Activity
Show every line of the data below that includes the word "canvas".

Dataset entries
####
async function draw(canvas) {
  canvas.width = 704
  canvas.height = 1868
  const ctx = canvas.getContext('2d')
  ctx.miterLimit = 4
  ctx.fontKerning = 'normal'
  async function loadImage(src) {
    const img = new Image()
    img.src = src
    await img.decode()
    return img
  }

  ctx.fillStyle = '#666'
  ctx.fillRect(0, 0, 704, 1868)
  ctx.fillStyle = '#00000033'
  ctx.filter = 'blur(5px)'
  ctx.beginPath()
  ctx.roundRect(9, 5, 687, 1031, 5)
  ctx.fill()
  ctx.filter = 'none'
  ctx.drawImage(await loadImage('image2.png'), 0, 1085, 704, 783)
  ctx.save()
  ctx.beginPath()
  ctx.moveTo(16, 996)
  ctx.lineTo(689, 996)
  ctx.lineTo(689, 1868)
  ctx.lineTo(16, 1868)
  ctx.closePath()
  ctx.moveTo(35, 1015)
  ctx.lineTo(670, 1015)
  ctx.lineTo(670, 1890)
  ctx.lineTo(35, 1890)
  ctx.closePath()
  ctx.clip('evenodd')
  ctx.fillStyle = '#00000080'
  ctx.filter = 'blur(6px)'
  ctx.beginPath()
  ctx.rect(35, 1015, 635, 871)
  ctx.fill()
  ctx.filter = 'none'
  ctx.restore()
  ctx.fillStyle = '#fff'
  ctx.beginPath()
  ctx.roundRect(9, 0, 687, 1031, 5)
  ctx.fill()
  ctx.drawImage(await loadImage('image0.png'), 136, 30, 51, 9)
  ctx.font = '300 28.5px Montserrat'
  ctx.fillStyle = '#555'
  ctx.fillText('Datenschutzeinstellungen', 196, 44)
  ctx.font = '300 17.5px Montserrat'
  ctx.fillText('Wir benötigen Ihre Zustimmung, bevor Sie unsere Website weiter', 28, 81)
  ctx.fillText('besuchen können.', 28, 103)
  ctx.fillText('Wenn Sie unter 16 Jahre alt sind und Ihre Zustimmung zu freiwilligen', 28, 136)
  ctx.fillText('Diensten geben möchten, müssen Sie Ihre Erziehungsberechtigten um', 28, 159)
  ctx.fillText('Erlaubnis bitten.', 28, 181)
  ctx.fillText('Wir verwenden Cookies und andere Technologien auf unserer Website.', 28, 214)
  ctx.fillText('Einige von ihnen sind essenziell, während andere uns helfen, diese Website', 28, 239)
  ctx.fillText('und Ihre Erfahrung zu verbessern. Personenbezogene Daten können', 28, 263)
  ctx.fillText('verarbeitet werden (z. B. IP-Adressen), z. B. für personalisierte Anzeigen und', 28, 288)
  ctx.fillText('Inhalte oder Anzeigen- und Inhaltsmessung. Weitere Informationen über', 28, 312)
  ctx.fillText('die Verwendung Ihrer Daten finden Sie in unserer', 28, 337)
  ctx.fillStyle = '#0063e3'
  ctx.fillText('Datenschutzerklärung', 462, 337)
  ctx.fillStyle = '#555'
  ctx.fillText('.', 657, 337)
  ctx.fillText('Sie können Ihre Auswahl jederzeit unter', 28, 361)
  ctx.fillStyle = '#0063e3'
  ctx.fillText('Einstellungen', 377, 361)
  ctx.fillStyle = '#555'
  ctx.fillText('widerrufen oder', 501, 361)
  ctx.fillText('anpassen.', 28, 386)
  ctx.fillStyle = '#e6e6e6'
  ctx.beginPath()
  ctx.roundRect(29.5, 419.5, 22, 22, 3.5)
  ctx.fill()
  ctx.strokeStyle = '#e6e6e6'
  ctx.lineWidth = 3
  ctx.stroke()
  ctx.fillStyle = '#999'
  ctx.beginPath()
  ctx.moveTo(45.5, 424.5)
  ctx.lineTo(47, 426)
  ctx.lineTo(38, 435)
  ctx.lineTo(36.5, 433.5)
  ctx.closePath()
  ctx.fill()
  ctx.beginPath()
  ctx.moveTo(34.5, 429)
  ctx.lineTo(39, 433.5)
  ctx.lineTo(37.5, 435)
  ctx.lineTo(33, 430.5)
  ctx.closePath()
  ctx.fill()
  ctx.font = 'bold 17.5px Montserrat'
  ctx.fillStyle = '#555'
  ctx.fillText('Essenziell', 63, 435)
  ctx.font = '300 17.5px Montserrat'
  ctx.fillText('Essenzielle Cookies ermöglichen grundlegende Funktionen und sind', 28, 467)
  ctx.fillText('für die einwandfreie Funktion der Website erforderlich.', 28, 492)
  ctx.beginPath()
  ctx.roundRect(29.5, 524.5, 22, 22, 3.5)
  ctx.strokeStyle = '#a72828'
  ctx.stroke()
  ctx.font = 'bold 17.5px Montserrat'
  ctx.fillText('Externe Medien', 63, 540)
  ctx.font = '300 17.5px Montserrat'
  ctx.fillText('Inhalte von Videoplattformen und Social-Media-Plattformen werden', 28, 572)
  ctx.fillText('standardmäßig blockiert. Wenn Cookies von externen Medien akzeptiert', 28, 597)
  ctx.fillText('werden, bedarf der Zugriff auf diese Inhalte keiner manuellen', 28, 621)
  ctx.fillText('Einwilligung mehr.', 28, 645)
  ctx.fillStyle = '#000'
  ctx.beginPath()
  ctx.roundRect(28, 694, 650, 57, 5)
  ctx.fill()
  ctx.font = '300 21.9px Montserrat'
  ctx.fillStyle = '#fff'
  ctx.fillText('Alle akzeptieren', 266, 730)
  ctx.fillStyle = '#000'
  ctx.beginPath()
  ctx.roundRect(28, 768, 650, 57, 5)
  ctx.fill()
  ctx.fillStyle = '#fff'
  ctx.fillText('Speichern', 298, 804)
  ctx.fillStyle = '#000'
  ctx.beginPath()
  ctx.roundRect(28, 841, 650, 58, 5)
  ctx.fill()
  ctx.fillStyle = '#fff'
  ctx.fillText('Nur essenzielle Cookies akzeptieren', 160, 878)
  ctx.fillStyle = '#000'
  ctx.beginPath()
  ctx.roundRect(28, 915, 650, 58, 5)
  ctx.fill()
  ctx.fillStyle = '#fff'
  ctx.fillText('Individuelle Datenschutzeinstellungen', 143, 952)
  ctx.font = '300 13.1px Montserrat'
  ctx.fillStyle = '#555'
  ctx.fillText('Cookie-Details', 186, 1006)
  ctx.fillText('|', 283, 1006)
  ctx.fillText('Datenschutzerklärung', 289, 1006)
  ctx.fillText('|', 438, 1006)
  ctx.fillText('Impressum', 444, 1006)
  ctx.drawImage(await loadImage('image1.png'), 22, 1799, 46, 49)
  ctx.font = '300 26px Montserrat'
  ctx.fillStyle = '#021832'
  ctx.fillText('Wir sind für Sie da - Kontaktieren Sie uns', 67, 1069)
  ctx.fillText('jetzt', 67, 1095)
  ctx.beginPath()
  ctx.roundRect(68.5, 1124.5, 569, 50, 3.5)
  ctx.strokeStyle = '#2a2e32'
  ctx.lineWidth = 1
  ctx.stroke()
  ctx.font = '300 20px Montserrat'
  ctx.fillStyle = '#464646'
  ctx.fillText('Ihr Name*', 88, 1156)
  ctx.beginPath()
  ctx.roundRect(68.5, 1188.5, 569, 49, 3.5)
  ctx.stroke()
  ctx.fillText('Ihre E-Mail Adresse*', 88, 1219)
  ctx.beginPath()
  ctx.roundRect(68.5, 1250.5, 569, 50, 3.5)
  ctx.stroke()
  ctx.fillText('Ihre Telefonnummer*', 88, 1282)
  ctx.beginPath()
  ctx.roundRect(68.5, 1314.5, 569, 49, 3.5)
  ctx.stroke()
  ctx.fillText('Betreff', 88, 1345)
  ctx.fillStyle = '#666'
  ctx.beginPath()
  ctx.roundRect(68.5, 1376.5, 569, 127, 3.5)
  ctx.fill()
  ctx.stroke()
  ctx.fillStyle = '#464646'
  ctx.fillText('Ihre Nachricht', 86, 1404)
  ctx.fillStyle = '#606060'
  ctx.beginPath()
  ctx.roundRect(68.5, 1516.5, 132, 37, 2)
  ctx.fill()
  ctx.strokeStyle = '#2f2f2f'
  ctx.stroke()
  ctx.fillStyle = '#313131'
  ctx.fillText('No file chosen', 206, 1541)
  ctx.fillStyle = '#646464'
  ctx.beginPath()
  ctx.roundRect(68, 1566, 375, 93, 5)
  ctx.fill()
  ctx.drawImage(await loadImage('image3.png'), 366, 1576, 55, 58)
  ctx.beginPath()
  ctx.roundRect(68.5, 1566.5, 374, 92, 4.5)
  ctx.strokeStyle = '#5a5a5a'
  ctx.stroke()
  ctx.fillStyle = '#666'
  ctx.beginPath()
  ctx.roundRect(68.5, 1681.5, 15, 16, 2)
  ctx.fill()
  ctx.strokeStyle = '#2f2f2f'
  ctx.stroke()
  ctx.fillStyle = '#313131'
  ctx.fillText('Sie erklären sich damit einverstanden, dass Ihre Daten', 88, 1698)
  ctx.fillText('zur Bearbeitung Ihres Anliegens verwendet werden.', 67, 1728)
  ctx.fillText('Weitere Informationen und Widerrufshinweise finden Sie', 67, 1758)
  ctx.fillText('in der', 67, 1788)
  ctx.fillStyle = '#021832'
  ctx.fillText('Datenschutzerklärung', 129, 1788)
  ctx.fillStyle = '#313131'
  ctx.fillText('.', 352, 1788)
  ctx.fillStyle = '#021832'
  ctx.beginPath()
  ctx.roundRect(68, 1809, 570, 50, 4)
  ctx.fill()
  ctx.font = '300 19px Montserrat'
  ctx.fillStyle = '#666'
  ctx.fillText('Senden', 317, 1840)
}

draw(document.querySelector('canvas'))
####
Written reply
async function draw(canvas) {
  canvas.width = 704
  canvas.height = 1868
  const ctx = canvas.getContext('2d')
draw(document.querySelector('canvas'))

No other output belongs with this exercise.